------ DATA EXCERPTS

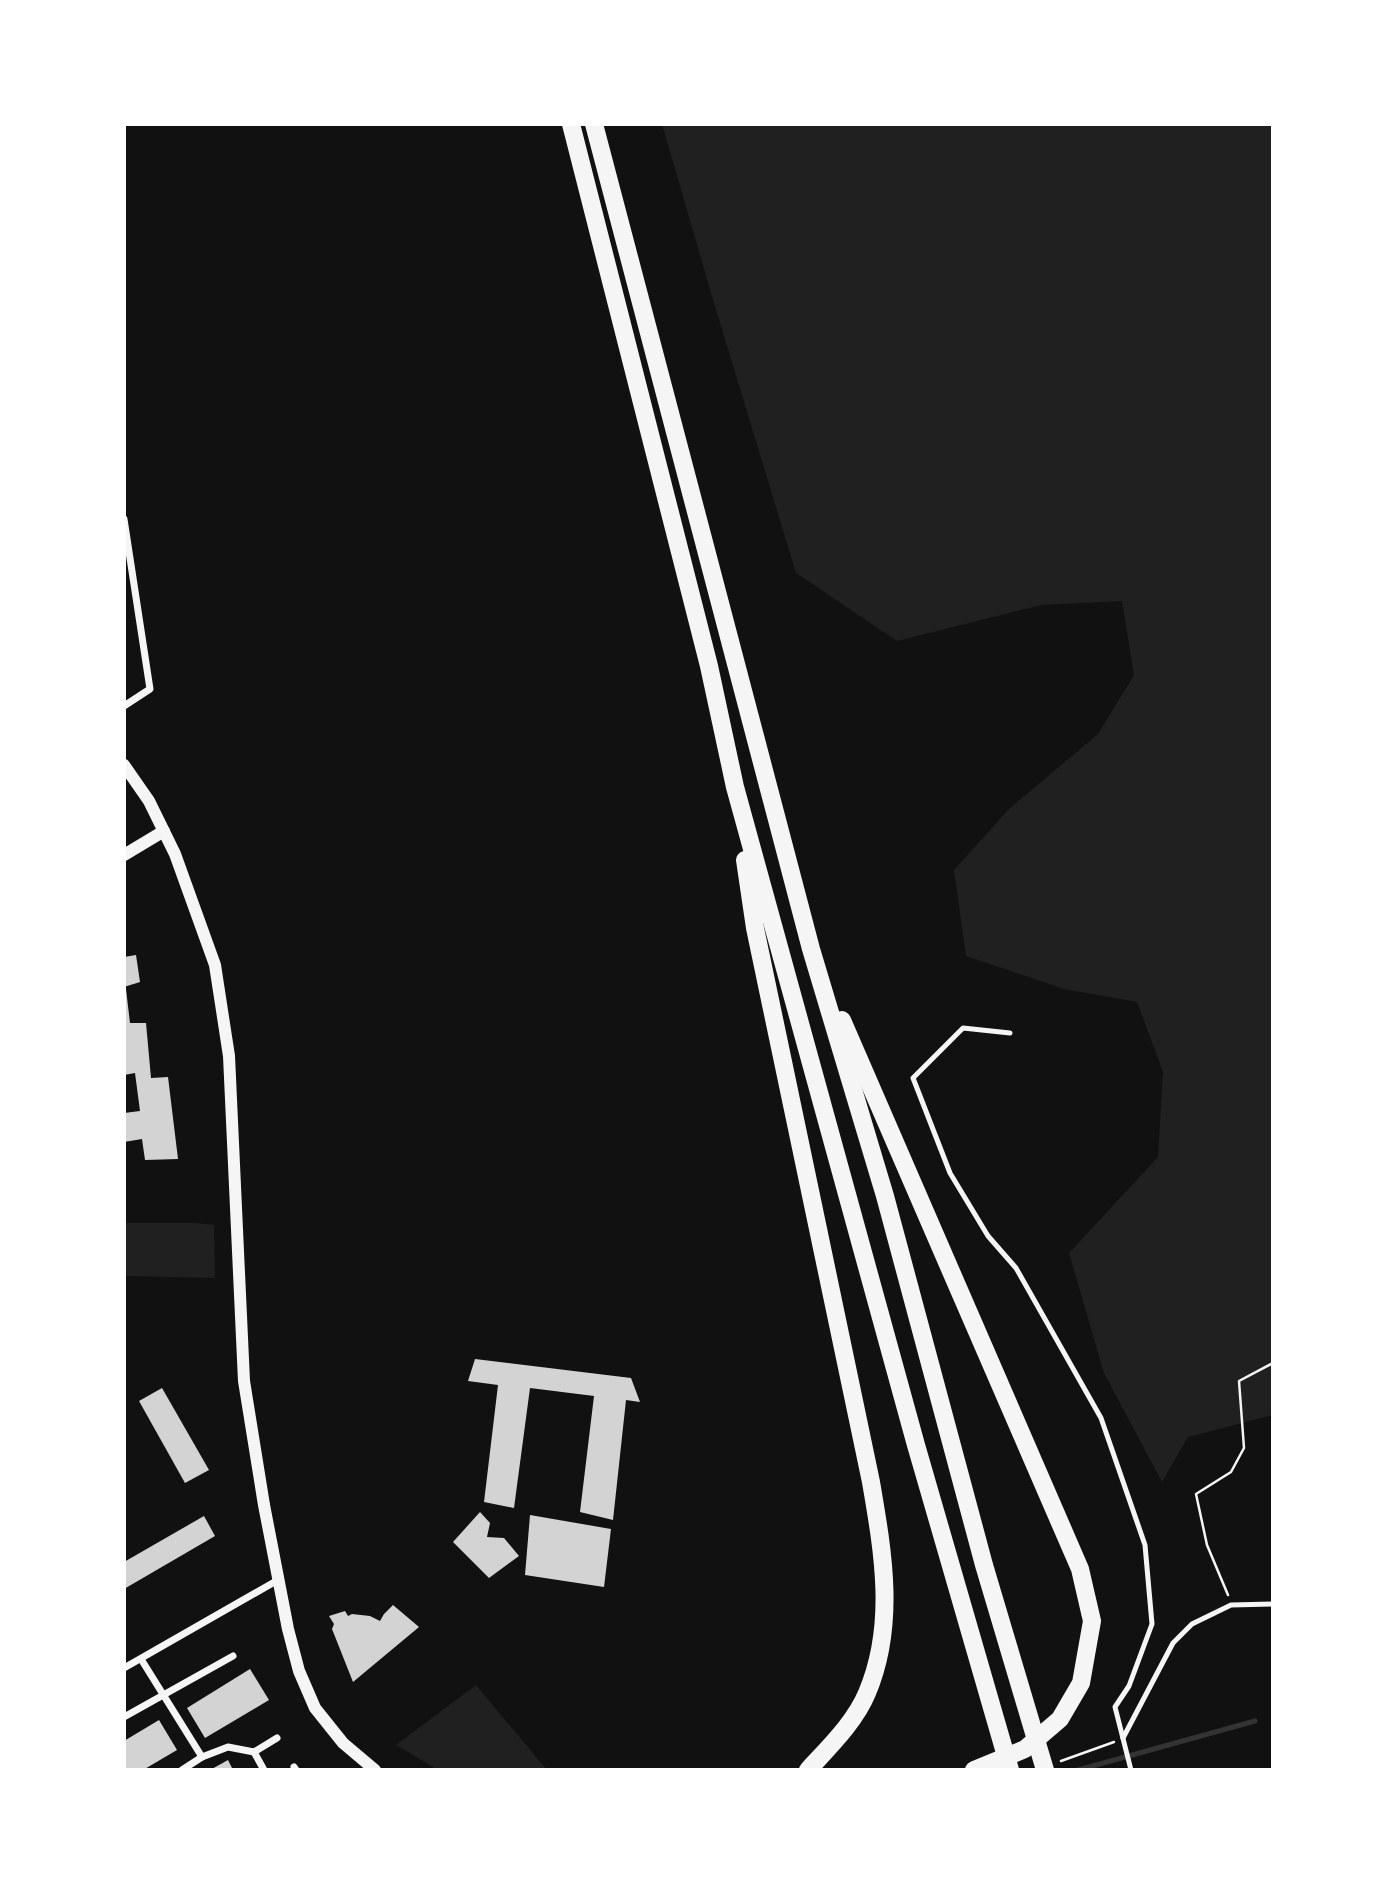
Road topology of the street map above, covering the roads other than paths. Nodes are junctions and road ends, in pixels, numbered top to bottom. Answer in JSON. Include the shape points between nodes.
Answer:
{"nodes":[{"id":1,"x":571,"y":124,"type":"edge"},
{"id":2,"x":594,"y":124,"type":"edge"},
{"id":3,"x":124,"y":519,"type":"edge"},
{"id":4,"x":124,"y":706,"type":"edge"},
{"id":5,"x":124,"y":765,"type":"edge"},
{"id":6,"x":735,"y":787,"type":"junction"},
{"id":7,"x":164,"y":831,"type":"junction"},
{"id":8,"x":124,"y":855,"type":"edge"},
{"id":9,"x":811,"y":948,"type":"junction"},
{"id":10,"x":1010,"y":1033,"type":"dead end"},
{"id":11,"x":279,"y":1580,"type":"junction"},
{"id":12,"x":1273,"y":1604,"type":"edge"},
{"id":13,"x":233,"y":1656,"type":"dead end"},
{"id":14,"x":141,"y":1659,"type":"junction"},
{"id":15,"x":124,"y":1668,"type":"edge"},
{"id":16,"x":164,"y":1694,"type":"junction"},
{"id":17,"x":124,"y":1717,"type":"edge"},
{"id":18,"x":277,"y":1738,"type":"dead end"},
{"id":19,"x":1123,"y":1738,"type":"junction"},
{"id":20,"x":254,"y":1752,"type":"junction"},
{"id":21,"x":202,"y":1757,"type":"junction"},
{"id":22,"x":182,"y":1770,"type":"edge"},
{"id":23,"x":264,"y":1770,"type":"edge"},
{"id":24,"x":374,"y":1770,"type":"edge"},
{"id":25,"x":808,"y":1770,"type":"edge"},
{"id":26,"x":974,"y":1770,"type":"edge"},
{"id":27,"x":1010,"y":1770,"type":"edge"},
{"id":28,"x":1045,"y":1770,"type":"edge"},
{"id":29,"x":1131,"y":1770,"type":"edge"}],
"edges":[{"from":1,"to":6,"type":"highway"},
{"from":2,"to":9,"type":"highway"},
{"from":3,"to":4,"type":"street","via":[[150,689]]},
{"from":5,"to":7,"type":"street"},
{"from":6,"to":25,"type":"highway","via":[[755,928],[871,1482],[885,1582],[878,1660],[866,1695]]},
{"from":6,"to":27,"type":"highway"},
{"from":7,"to":8,"type":"street"},
{"from":7,"to":11,"type":"street","via":[[215,965],[229,1056],[244,1381]]},
{"from":9,"to":26,"type":"highway","via":[[1080,1569],[1092,1621],[1081,1683],[1059,1719],[1025,1749]]},
{"from":9,"to":28,"type":"highway"},
{"from":10,"to":19,"type":"lane","via":[[962,1028],[913,1078],[950,1173],[988,1236],[1016,1268],[1101,1418],[1145,1545],[1152,1624],[1129,1686],[1115,1707]]},
{"from":11,"to":14,"type":"street"},
{"from":11,"to":24,"type":"street","via":[[299,1671],[315,1708],[343,1743]]},
{"from":12,"to":19,"type":"lane","via":[[1231,1605],[1192,1624],[1173,1643]]},
{"from":13,"to":16,"type":"street"},
{"from":14,"to":15,"type":"street"},
{"from":14,"to":16,"type":"street"},
{"from":16,"to":17,"type":"street"},
{"from":16,"to":21,"type":"street"},
{"from":18,"to":20,"type":"street"},
{"from":19,"to":29,"type":"lane"},
{"from":20,"to":21,"type":"street","via":[[228,1747]]},
{"from":20,"to":23,"type":"street"},
{"from":21,"to":22,"type":"street"}]}
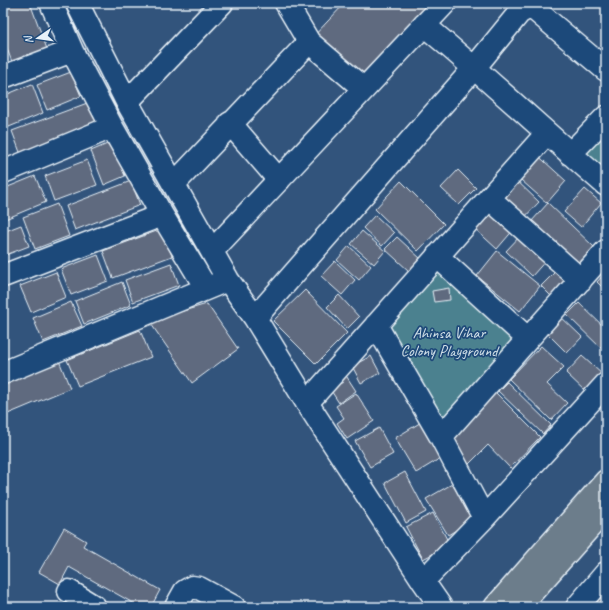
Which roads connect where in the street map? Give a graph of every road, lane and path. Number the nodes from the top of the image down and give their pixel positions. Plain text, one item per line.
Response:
1 (51, 3) edge
2 (77, 3) edge
3 (222, 3) edge
4 (286, 3) edge
5 (445, 3) edge
6 (424, 25) junction
7 (309, 42) junction
8 (72, 51) junction
9 (475, 67) junction
10 (606, 70) edge
11 (3, 77) edge
12 (364, 89) junction
13 (127, 102) junction
14 (606, 117) edge
15 (230, 123) junction
16 (112, 127) junction
17 (547, 133) junction
18 (570, 154) junction
19 (3, 172) edge
20 (279, 180) junction
21 (174, 184) junction
22 (606, 185) edge
23 (489, 198) junction
24 (162, 214) junction
25 (212, 251) junction
26 (606, 251) edge
27 (437, 256) junction
28 (3, 276) edge
29 (228, 280) junction
30 (581, 280) junction
31 (206, 288) junction
32 (255, 318) junction
33 (376, 325) junction
34 (528, 339) junction
35 (3, 373) edge
36 (606, 384) edge
37 (307, 403) junction
38 (441, 437) junction
39 (606, 481) edge
40 (606, 509) edge
41 (484, 518) junction
42 (606, 573) edge
43 (423, 581) junction
44 (69, 591) dead end
45 (96, 607) edge
46 (176, 607) edge
47 (234, 607) edge
48 (441, 607) edge
49 (495, 607) edge
50 (519, 607) edge
51 (577, 607) edge

1 - 8 street
2 - 13 street
3 - 13 street
4 - 7 street
5 - 6 street
6 - 9 street
6 - 12 street
7 - 12 street
7 - 15 street
8 - 11 street
8 - 16 street
9 - 10 street
9 - 17 street
9 - 32 street
12 - 20 street
13 - 21 street
14 - 18 street
15 - 20 street
15 - 21 street
16 - 19 street
16 - 24 street
17 - 18 street
17 - 23 street
18 - 22 street
20 - 25 street
21 - 25 street
23 - 27 street
23 - 30 street
24 - 28 street
24 - 31 street
25 - 29 street
26 - 30 street
27 - 33 street
27 - 34 street
29 - 31 street
29 - 32 street
30 - 34 street
31 - 35 street
32 - 37 street
33 - 37 street
33 - 38 street
34 - 38 street
36 - 41 street
37 - 43 street
38 - 41 street
39 - 49 main road
40 - 50 main road
41 - 43 street
42 - 51 street
43 - 48 street
44 - 45 street
46 - 47 street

------------

## ASSIGNMENT
Please return every line of the records above that contains the word "Answer".

## SOLUTION TO THE EXERCISE
Road topology of the street map above, covering the roads other than paths. Nodes are junctions and road ends, in pixels, numbered top to bottom. Answer in JSON. Include the shape points between nodes.
Answer:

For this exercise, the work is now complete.